**Task goal:** Each line of the data holding "their" should be found and copied.

[Exercise material — start]

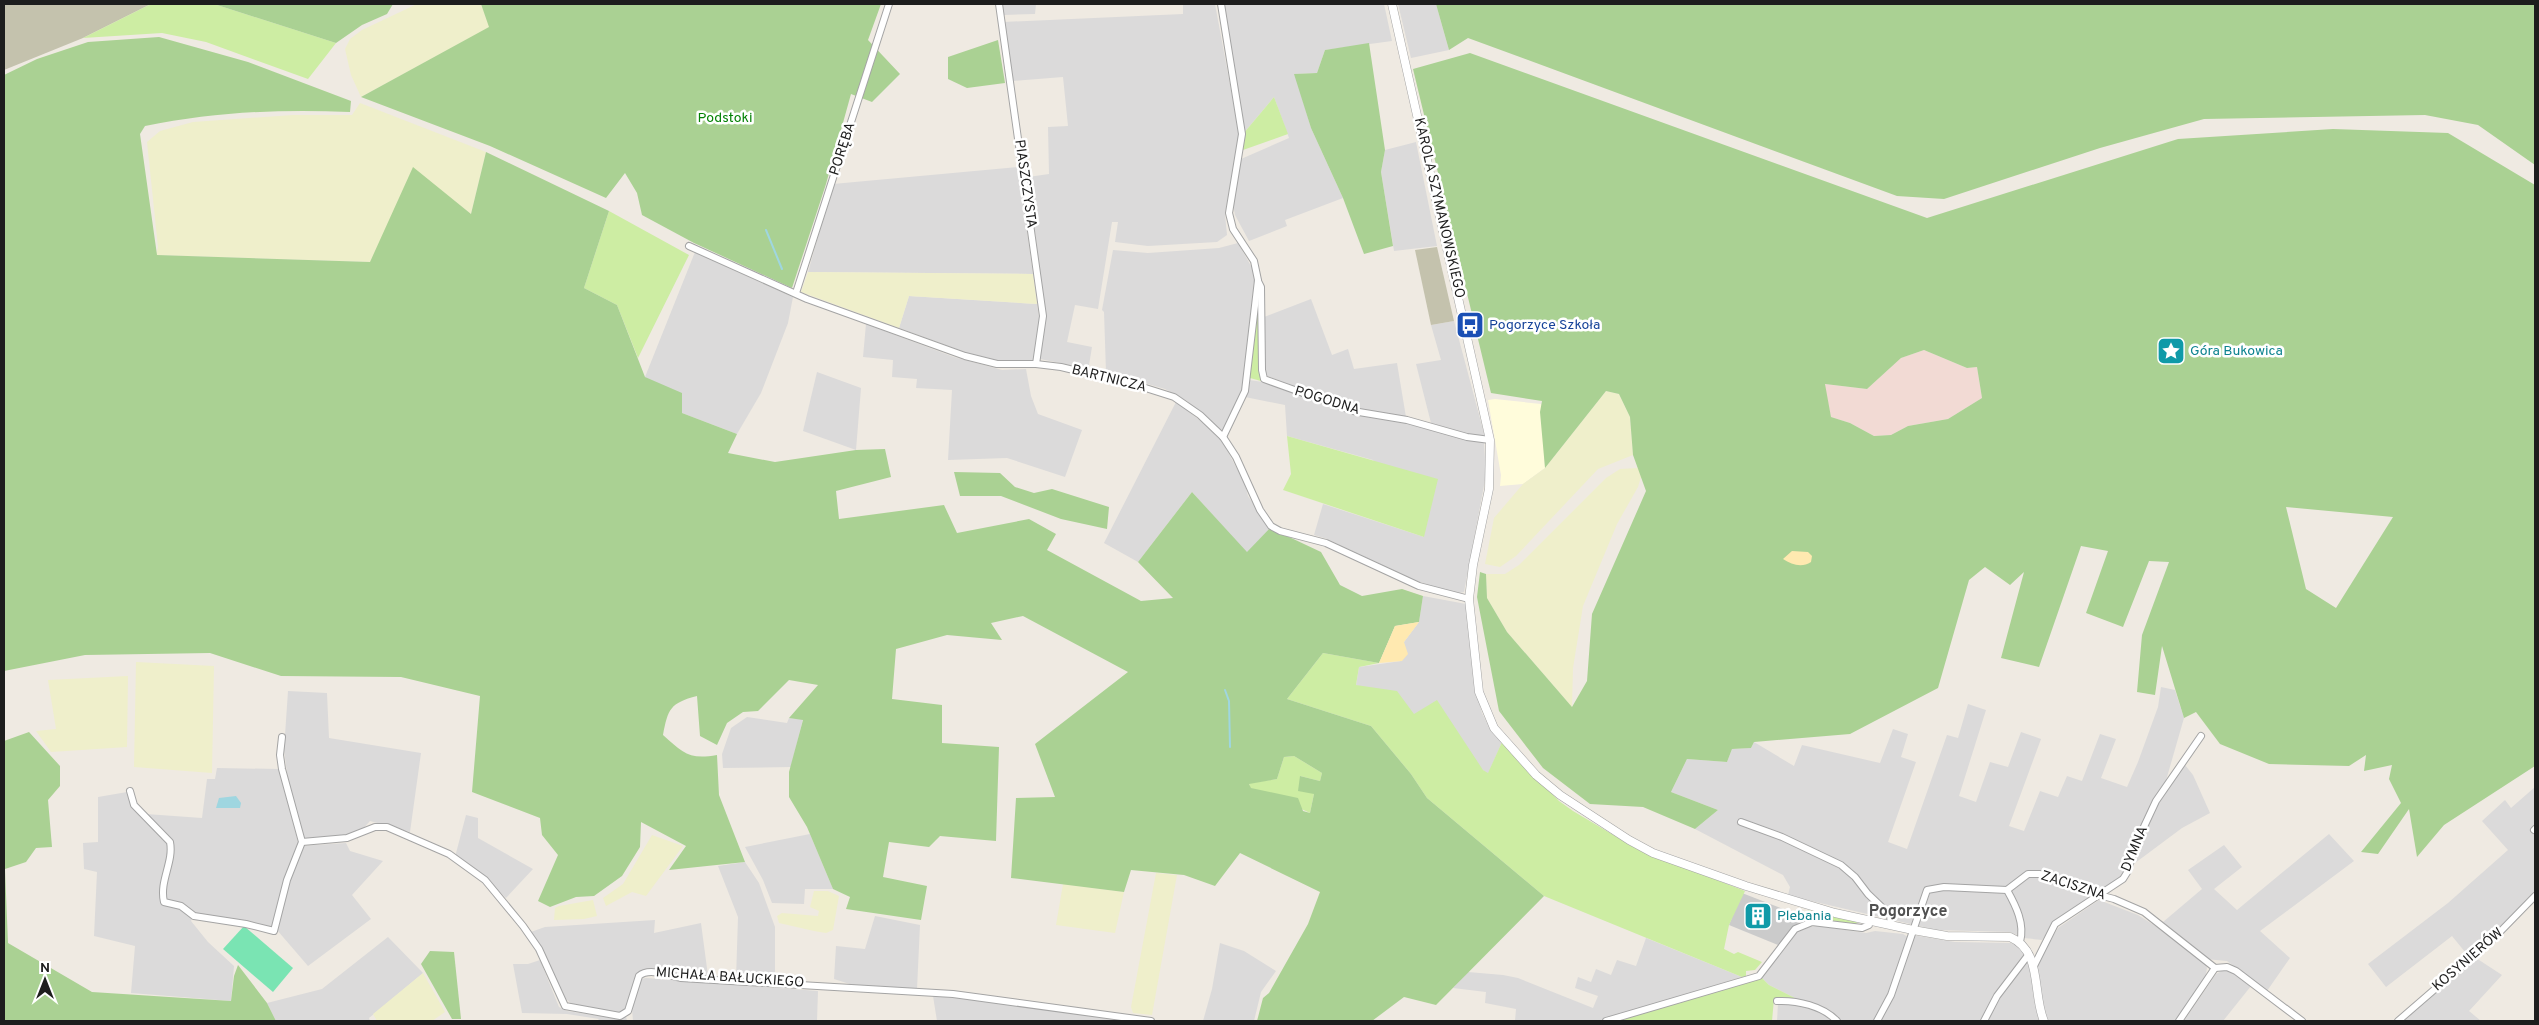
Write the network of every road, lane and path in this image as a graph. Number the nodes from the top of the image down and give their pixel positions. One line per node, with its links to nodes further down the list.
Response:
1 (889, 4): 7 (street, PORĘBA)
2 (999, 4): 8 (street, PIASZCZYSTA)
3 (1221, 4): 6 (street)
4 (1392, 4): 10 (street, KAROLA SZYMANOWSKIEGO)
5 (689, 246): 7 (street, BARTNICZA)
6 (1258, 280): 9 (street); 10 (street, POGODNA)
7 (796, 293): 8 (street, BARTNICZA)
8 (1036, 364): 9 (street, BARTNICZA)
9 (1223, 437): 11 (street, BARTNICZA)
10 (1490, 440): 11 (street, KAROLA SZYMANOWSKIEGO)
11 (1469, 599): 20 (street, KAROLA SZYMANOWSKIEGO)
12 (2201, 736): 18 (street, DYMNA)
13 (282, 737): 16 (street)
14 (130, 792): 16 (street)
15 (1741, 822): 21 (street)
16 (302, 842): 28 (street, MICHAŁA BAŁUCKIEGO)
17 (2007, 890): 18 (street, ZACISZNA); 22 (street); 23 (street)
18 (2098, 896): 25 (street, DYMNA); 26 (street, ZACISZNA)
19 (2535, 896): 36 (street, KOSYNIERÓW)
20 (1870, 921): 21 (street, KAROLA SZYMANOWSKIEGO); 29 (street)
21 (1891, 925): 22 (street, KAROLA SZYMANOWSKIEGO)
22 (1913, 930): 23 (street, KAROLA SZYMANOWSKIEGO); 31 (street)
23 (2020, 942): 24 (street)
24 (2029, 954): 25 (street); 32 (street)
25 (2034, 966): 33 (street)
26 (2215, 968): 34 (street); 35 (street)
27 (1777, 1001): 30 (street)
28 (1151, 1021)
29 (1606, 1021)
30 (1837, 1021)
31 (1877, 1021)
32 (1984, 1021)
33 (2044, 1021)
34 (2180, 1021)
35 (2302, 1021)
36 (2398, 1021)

[Exercise material — finish]
[Exercise material — start]

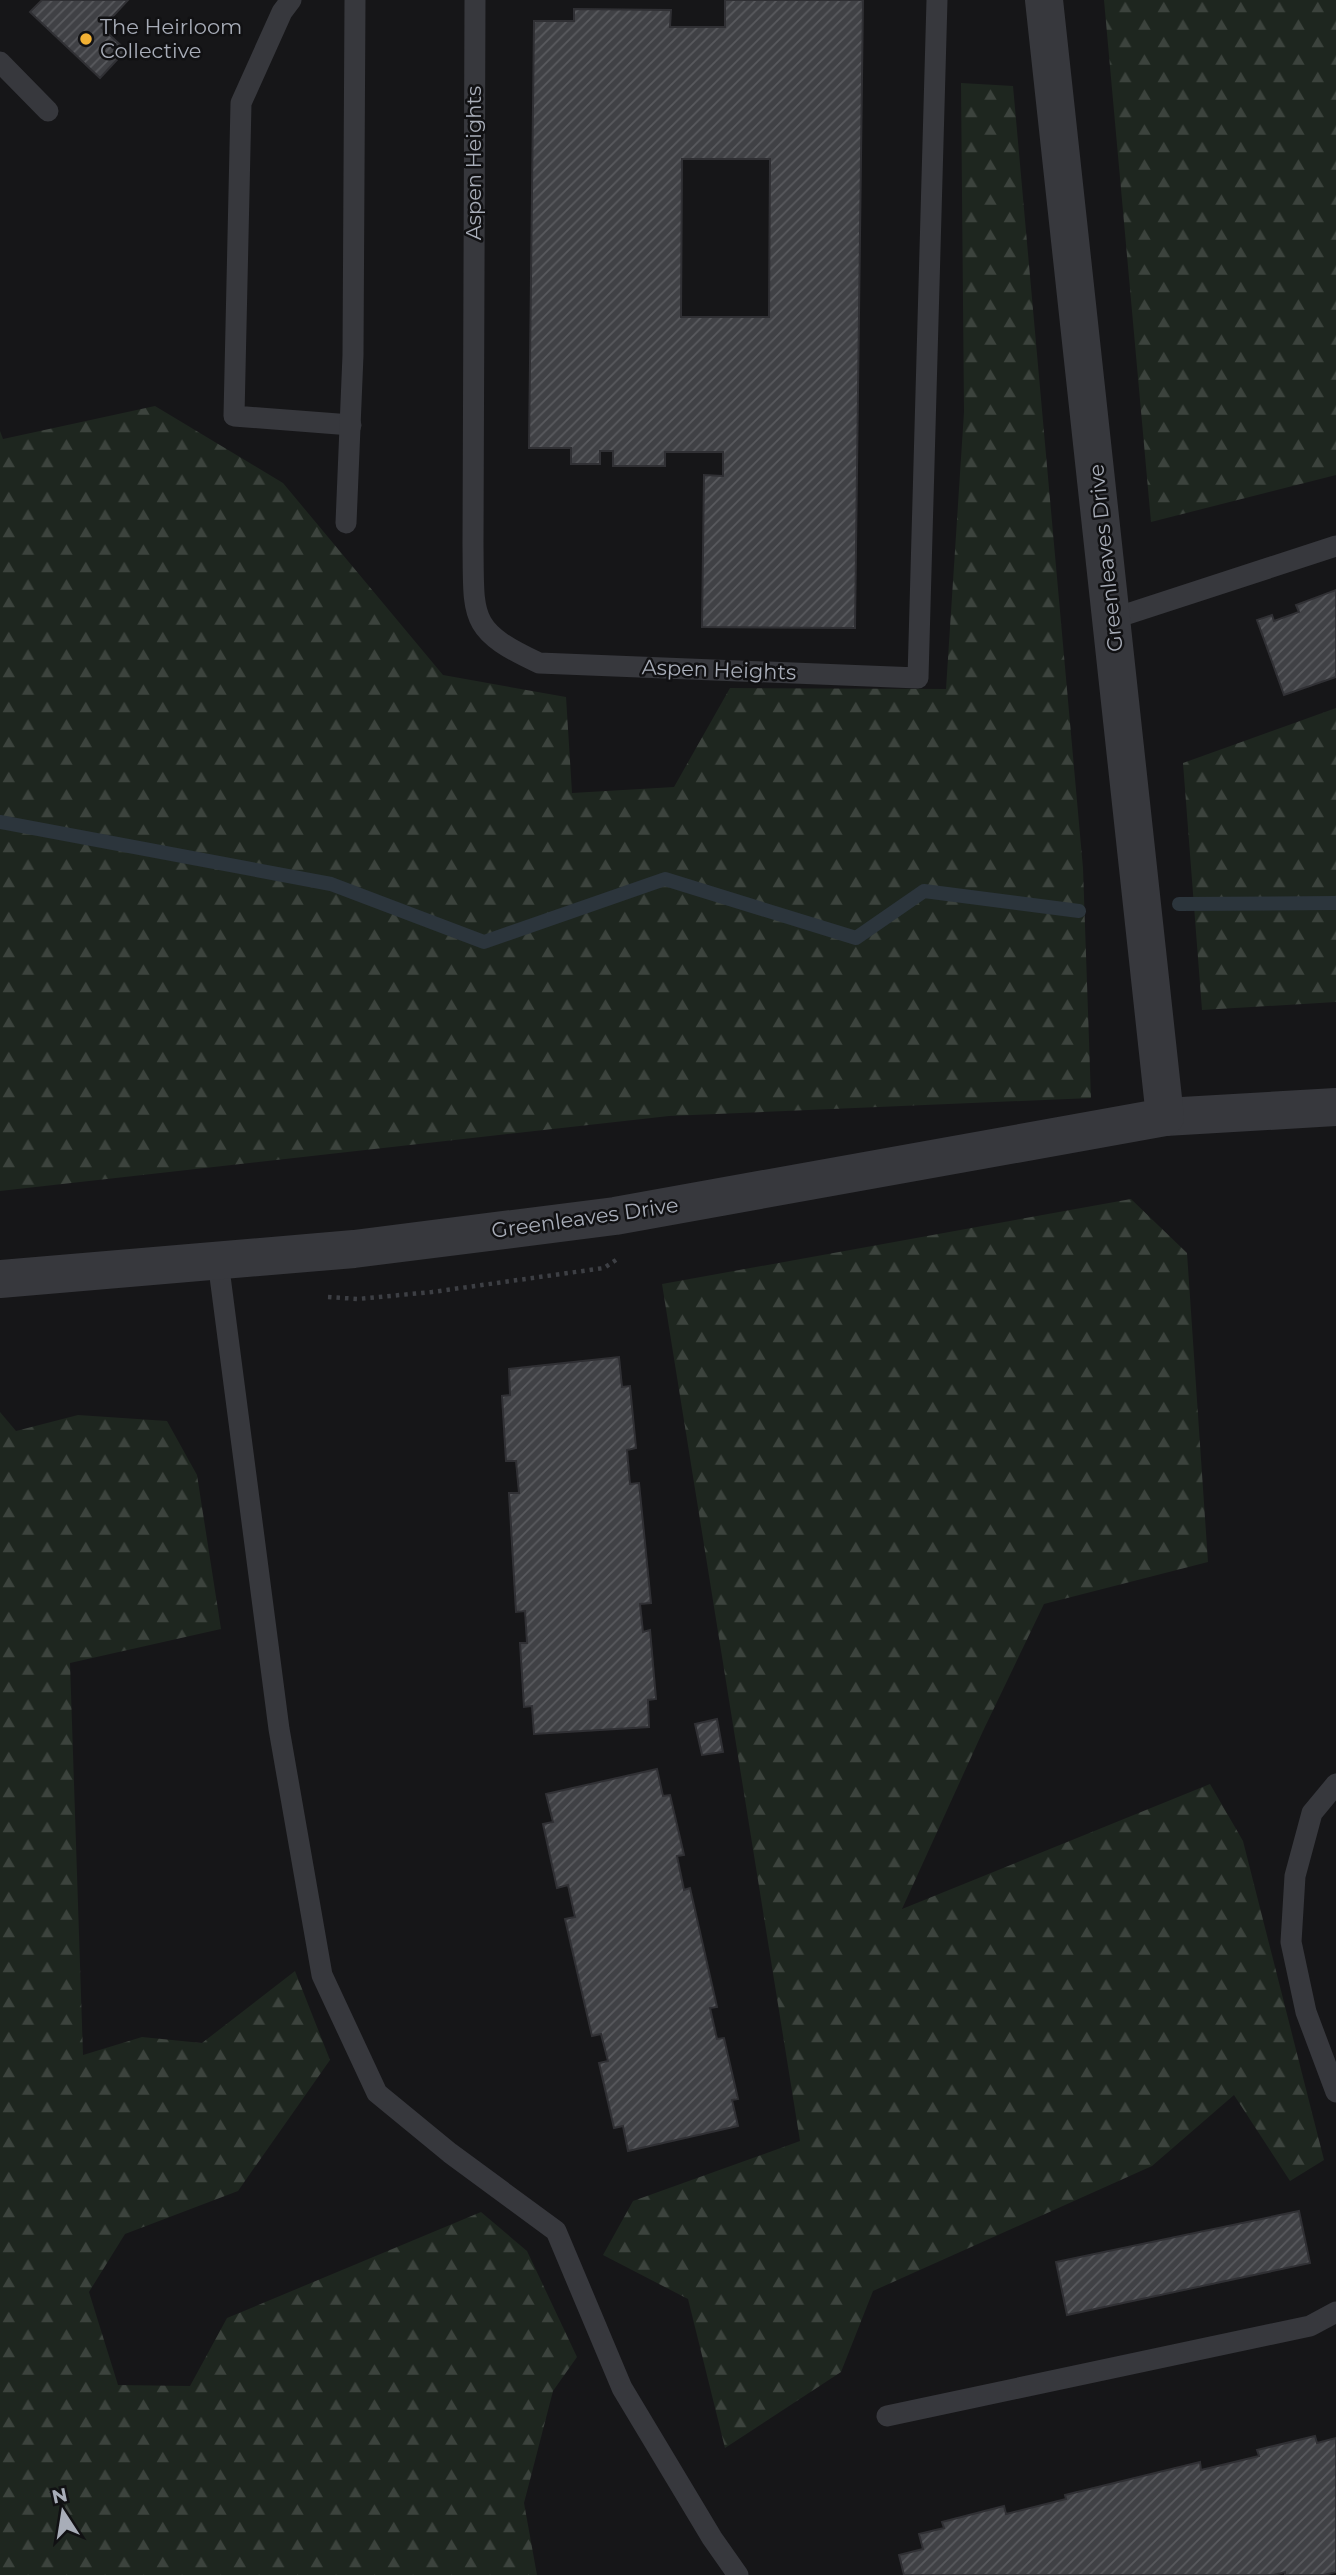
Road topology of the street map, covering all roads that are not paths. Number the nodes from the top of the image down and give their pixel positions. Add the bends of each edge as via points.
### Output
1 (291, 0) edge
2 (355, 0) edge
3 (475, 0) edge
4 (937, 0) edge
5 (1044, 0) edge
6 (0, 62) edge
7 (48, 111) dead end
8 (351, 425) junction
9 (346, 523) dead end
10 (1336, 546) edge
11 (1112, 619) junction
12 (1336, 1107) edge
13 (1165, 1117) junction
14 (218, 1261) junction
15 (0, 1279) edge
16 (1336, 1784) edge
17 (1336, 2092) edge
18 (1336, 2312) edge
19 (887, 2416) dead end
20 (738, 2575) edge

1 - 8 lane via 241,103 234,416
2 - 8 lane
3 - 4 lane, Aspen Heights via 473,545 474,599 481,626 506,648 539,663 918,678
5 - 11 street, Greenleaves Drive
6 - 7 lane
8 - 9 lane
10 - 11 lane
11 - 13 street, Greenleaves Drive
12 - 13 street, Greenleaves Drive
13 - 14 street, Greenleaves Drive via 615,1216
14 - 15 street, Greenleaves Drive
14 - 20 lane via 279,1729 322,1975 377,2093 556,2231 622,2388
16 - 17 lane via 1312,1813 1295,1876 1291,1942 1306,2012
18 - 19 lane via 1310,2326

[Exercise material — finish]

**Exercise output:**
Write the network of every road, lane and path in this image as a graph. Number the nodes from the top of the image down and give their pixel positions. One line per node, with its links to nodes further down the list.
Road topology of the street map, covering all roads that are not paths. Number the nodes from the top of the image down and give their pixel positions. Add the bends of each edge as via points.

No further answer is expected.